Indeed, our family’s cosmopolitan eating habits were influenced by people like Dad’s eldest brother-in-law, Michael Jensen, a British army colonel who retired in Singapore. We always stayed in his house during Christmas visits and breakfast was toast with eggs and bacon. We learned proper Mat Salleh table manners there, which Dad enforced at home.

Dad had a thing for Indian food, possibly because he and Mum had several very close Indian friends. High on his yummy list were triangle potato curry puffs (which Claire would buy back in bulk whenever she visited from Singapore), tosai, idiappam and banana leaf rice.

That my siblings and I grew up eating such a wide range of cuisines was actually quite unusual for a Chinese family during the 1960s and 1970s. It was much later that we discovered how special that was when our friends told us they ate only Chinese food growing up.

And Dad simply adored durians. We always knew it was durian season when a lorry would stop at our gate to unload baskets of the fruit direct from the orchard. He had a special wooden stake to pry open the fruit while we kids watched with great anticipation. We ate durian with mangosteen which had a double whammy effect: stinky breath and purple stains on fingers and clothes.

Every feast ended with a round of salt water (to cool the durian’s “heatiness”, according to Mum) drunk from an empty shell.

In his twilight years, Dad had to eat his pre-opened durian in polystyrene boxes bought from the supermarket because, tragically, none of us learned the art of opening the thorny fruit.

Dad did not just enjoy eating, he often tried growing and rearing his food. In every house we lived in that had a good sized garden, he would grow vegetables, papaya and coconut. We had one solitary palm tree but we loved it to bits because it gave us deliciously fragrant coconuts.

He tried growing sugarcane too, and it tasted sweet-salty because he believed in natural fertiliser, aka his own urine (I kid you not!), and he reared chickens and even geese, but the latter were such foul and aggressive creatures that the family begged Dad to get rid of them.

Such were the memories and laughter we shared during our three-city memorial on Saturday.

But as always, the gathering was tinged with a profound sense of loss for our dad and granddad. For me, there was also another layer of emotion, one of deep regret.

After my retirement a year ago, I found my way back to my kitchen and rediscovered the joy of cooking and baking. And many, many times, whenever I turned out a really good dish, I wished Dad were here to taste it.

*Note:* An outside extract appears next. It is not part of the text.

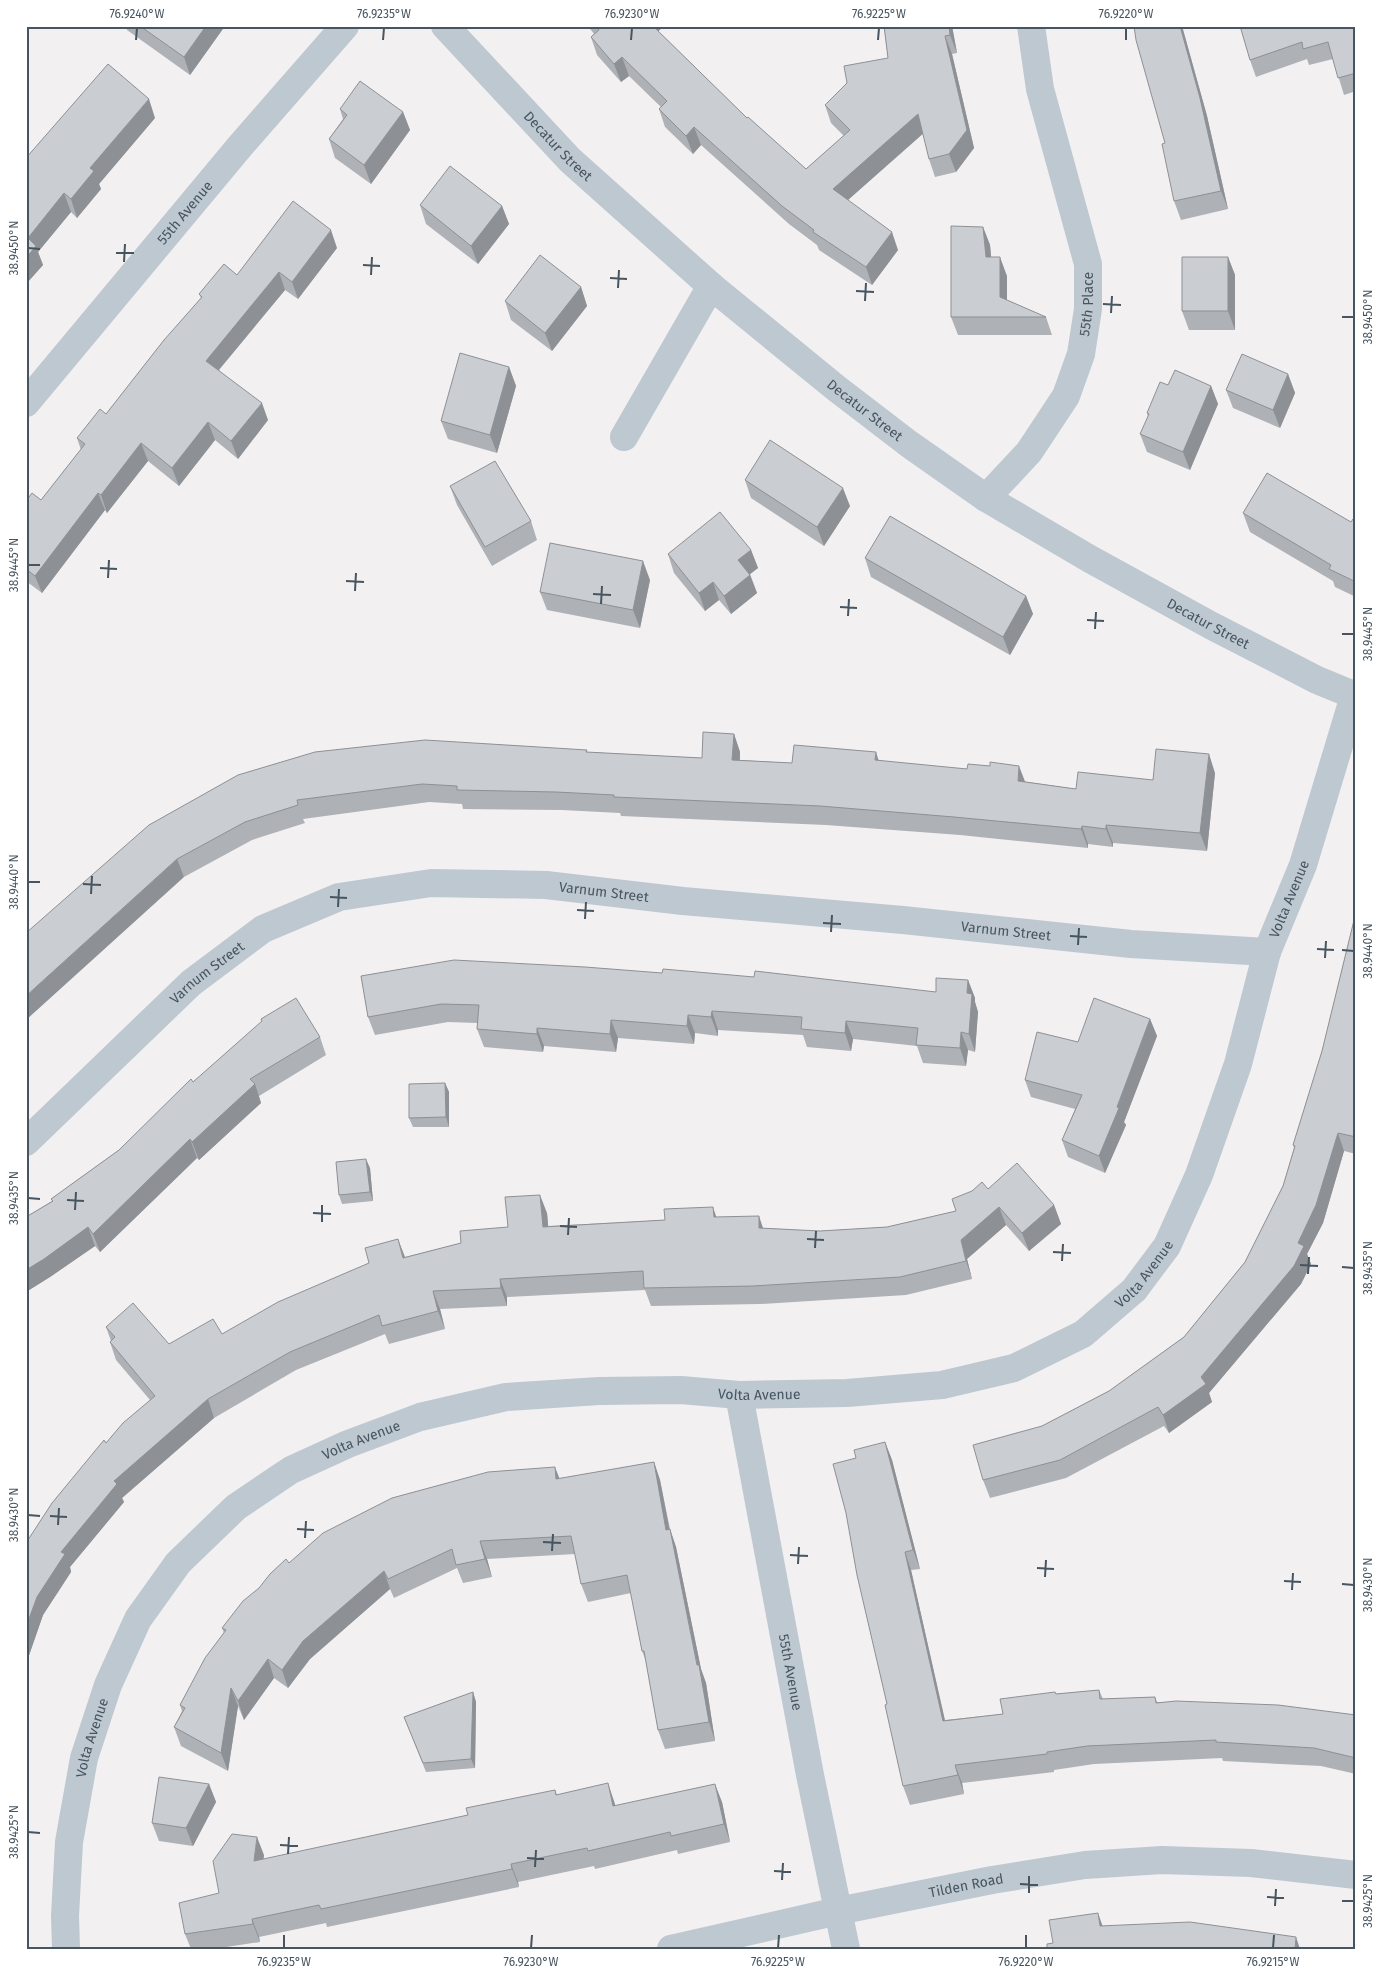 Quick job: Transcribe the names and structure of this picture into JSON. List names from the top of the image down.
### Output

I wished I had returned to the kitchen earlier and made more effort to cook his favourite dishes like shepherd’s pie and steak and kidney pie. I think his sweet tooth would have liked recipes I found on the Internet like lemon almond cake.

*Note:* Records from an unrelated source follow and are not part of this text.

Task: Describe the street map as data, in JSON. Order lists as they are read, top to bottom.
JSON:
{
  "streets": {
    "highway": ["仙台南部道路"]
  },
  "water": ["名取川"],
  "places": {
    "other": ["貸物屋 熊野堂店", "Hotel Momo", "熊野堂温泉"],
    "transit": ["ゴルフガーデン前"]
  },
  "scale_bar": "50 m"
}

Not only that, I could have made him red wine chicken mee sua (a classic dish from the Fujian province of China, from where his parents emigrated), a decent bowl of prawn mee and congee which he loved and found much easier to eat after losing many teeth as he got older.

Since March, when the movement control order was first imposed, I have been baking all my bread and have stopped buying commercial loaves. Dad liked wholemeal and multigrain bread and I would have been so proud to see him enjoying my bread at breakfast.

What’s more, I think Dad would have liked Korean cuisine. He didn’t take to Japanese food which he found bland, but I also think he was biased because he never could quite forgive the Japanese for their wartime atrocities.

But Korean food is something else. In my view, it has a lot more variety, creativity and flavour. Thanks to my love for many things Korean, I cook Korean too and I have ingredients like kimchi, dried pollack and bulgogi sauce in my kitchen that would have been unheard of a year ago.

I can make a mean soondubu jigae, a spicy soft tofu stew, and a really terrific honey butter fried chicken which Dad might have liked even better than KFC.

Dear, dear Dad, I am so sorry I missed the chance to cook for you. I pray you are enjoying rivers of plum wine and/or brandy, baskets of durian and everything your palate fancies in heaven with a full set of strong white teeth.

The views expressed here are entirely the writer’s own.